Your task ->
Search term "thumb": copy each line of the records that contains it.
[Data to use Boundary: Start]
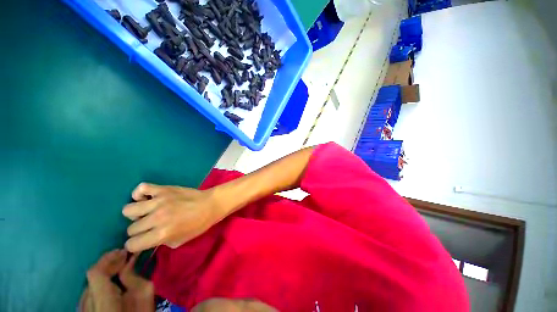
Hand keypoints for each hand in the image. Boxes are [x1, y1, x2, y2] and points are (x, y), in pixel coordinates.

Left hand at [80, 250, 154, 311]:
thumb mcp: (144, 297)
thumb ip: (134, 278)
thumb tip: (127, 263)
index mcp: (103, 303)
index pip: (95, 273)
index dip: (108, 259)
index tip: (124, 252)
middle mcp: (88, 305)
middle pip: (92, 277)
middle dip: (109, 264)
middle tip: (125, 258)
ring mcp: (83, 310)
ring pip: (90, 284)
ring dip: (104, 273)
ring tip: (119, 267)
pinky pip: (89, 292)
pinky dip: (100, 283)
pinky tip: (111, 283)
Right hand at [122, 183, 224, 252]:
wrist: (210, 204)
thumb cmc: (198, 224)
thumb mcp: (179, 241)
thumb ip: (159, 242)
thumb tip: (146, 240)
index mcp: (161, 234)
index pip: (131, 245)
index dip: (136, 245)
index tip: (143, 240)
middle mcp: (157, 218)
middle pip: (130, 229)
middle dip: (138, 231)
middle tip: (150, 226)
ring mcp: (159, 201)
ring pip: (128, 210)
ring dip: (136, 214)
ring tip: (148, 212)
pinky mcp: (164, 189)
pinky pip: (141, 188)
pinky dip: (140, 193)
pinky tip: (149, 198)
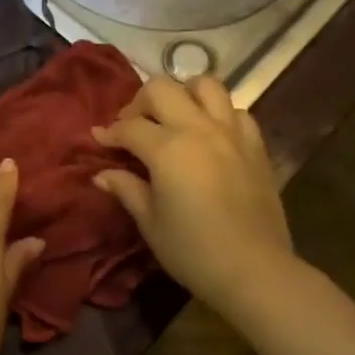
[Data to use Boundary: End]
Result ->
thumb mcp: (144, 297)
thumb ip: (134, 278)
thumb tip: (127, 263)
thumb cmc: (198, 224)
thumb mcp: (179, 241)
thumb ip: (159, 242)
thumb tip: (146, 240)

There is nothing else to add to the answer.